Mais, sept jours plus tard, au matin du 13, un frisson secoua les trois collines que sépare la mer. La flotte alliée, une vraie flotte, avec des canons innombrables, montrait ses mâts et ses cheminées à l'horizon. La Marmara, assez agitée, portait ces forteresses d'acier qui semblaient insensibles aux secousses du flot. Le Diderot, bateau amiral, décrivit un vaste cercle entre Stamboul et Scutari et vint mouiller tout près du palais impérial, dont les marbres sont léchés par les vagues et qui n'offrait alors aux arrivants qu'une longue façade muette et close. Les cuirassés français, anglais, italiens et grecs, les torpilleurs, les sous-marins, toutes ces armées navales que von Tirpitz s'était vanté d'avoir détruites, traçaient dans la mer verte des sillages infinis qui étaient à chaque vaisseau comme la traîne d'un manteau d'honneur. Quand ils se furent laissé compter, admirer, acclamer, ils disparurent derrière la presqu'île de Scutari et ne s'arrêtèrent qu'au creux de la baie d'Ismid, invisibles dès lors, mais toujours présents à l'esprit heureux ou inquiet des Constantinopolitains.

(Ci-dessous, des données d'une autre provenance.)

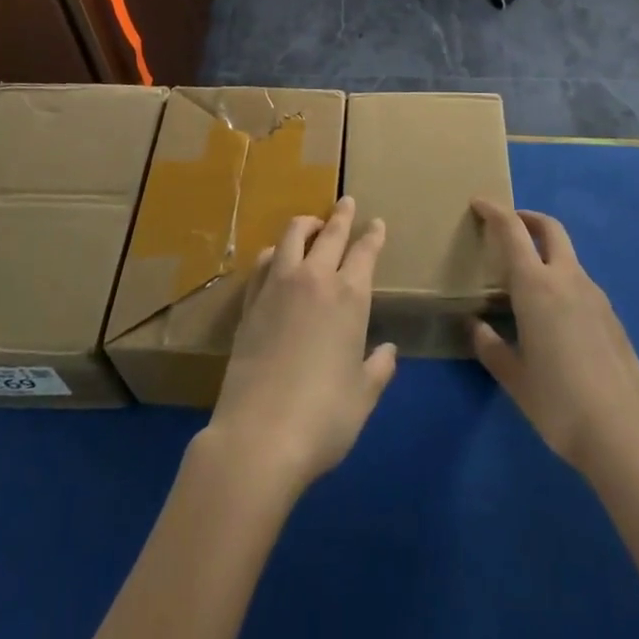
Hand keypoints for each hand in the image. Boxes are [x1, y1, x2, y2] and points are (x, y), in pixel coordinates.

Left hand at [205, 197, 396, 494]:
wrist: (259, 436)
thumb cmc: (323, 417)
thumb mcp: (363, 396)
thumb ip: (378, 368)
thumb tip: (387, 351)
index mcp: (349, 296)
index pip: (364, 252)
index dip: (372, 235)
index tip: (376, 223)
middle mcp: (314, 280)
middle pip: (329, 233)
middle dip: (341, 215)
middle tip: (346, 202)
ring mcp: (277, 287)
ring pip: (291, 237)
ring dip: (306, 225)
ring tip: (312, 225)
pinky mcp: (250, 303)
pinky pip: (264, 262)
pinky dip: (275, 252)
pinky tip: (276, 258)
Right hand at [470, 200, 638, 478]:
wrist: (627, 435)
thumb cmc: (559, 403)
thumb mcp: (515, 379)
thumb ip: (491, 348)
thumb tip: (476, 326)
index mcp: (537, 286)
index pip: (513, 231)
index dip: (495, 211)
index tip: (478, 202)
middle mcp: (567, 279)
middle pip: (550, 228)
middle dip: (528, 218)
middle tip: (508, 226)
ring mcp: (596, 296)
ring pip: (568, 256)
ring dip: (546, 251)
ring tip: (527, 278)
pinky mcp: (612, 317)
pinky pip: (581, 283)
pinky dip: (562, 279)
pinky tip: (555, 314)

Les amiraux français et anglais étaient descendus à terre et avaient reçu l'hommage des autorités turques. Une ère nouvelle s'ouvrait pour les citadins de toutes races qui, quatre années durant, n'avaient connu que des uniformes allemands et autrichiens par les rues de leur ville et qui n'avaient su de la guerre effroyable que ce que l'agence Wolff leur en rapportait. Les uns, qui avaient voulu la défaite des armées de l'Entente, cachaient derrière les rideaux ou les grillages de leurs maisons un visage consterné. Les autres, qui avaient souhaité la victoire des nations libérales, exultaient.

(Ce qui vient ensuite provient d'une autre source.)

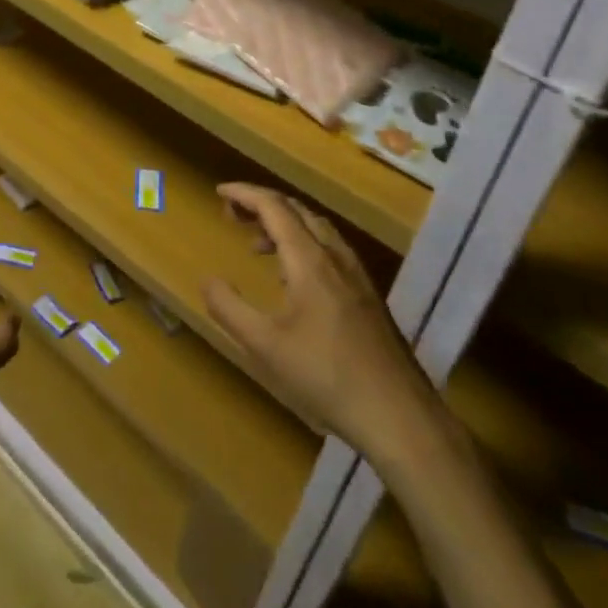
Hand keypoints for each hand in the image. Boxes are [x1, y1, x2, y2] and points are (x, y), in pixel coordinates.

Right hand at [203, 184, 433, 452]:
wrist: (399, 416)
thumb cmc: (326, 377)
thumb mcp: (264, 346)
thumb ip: (229, 308)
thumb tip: (207, 280)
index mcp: (309, 260)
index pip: (274, 207)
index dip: (244, 194)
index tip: (219, 191)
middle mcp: (335, 256)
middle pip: (296, 210)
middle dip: (261, 204)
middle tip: (232, 215)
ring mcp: (357, 275)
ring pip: (317, 228)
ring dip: (283, 224)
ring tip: (257, 244)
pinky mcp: (368, 296)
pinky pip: (330, 249)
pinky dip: (303, 244)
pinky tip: (294, 279)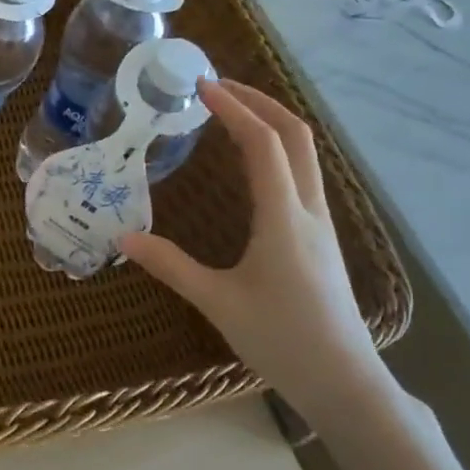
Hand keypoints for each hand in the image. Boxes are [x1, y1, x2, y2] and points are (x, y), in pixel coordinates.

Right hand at [121, 78, 386, 420]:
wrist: (344, 382)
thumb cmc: (281, 340)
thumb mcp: (218, 303)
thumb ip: (171, 266)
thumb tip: (124, 238)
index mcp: (284, 218)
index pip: (263, 144)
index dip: (234, 109)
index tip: (202, 87)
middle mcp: (309, 210)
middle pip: (297, 135)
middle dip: (260, 101)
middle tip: (218, 87)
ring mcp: (321, 223)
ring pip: (306, 153)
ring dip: (273, 122)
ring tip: (232, 112)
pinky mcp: (321, 237)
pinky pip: (304, 174)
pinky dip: (279, 149)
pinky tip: (253, 163)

Dans Péra, la ville cosmopolite, les drapeaux grecs, français, anglais, italiens flottaient aux fenêtres. On applaudissait les matelots étrangers, on s'assemblait devaut les ambassades anglaise et française, on riait, on criait, on ressuscitait. Et le soleil couchant enveloppait la triple cité dans ses lueurs roses, que de nouveaux navires alliés apparaissaient encore. Ils régnaient sur cette Marmara et à l'entrée de ce Bosphore, où le Gceben et le Breslau avaient suscité naguère la curiosité enthousiaste de ceux-ci et la crainte rageuse de ceux-là. L'essaim des caïques et des barques à voiles s'était évanoui. Toute la mer était à nous; elle baignait, soumise, les flancs des monstres d'acier. Impétueuse au large et calme dans la baie, elle semblait reconnaître notre triomphe à mesure que nous approchions du port. Et, comme le jour allait finir, un immense arc-en-ciel surgit au-dessus de la ville coupable, unissant les terres d'Asie aux terres d'Europe, symbole de repentance et de paix.
24 novembre
Symbole trompeur et que l'imagination des Occidentaux, corrompue par les littérateurs, avait seule conçu. L'arc-en-ciel triomphal ne marquait pas la fin de la tempête et la pluie continua d'engluer les rues et les ruelles sordides; il ne couvait aucun repentir au cur des Ottomans et leur désir de paix ne décelait qu'épuisement et lassitude.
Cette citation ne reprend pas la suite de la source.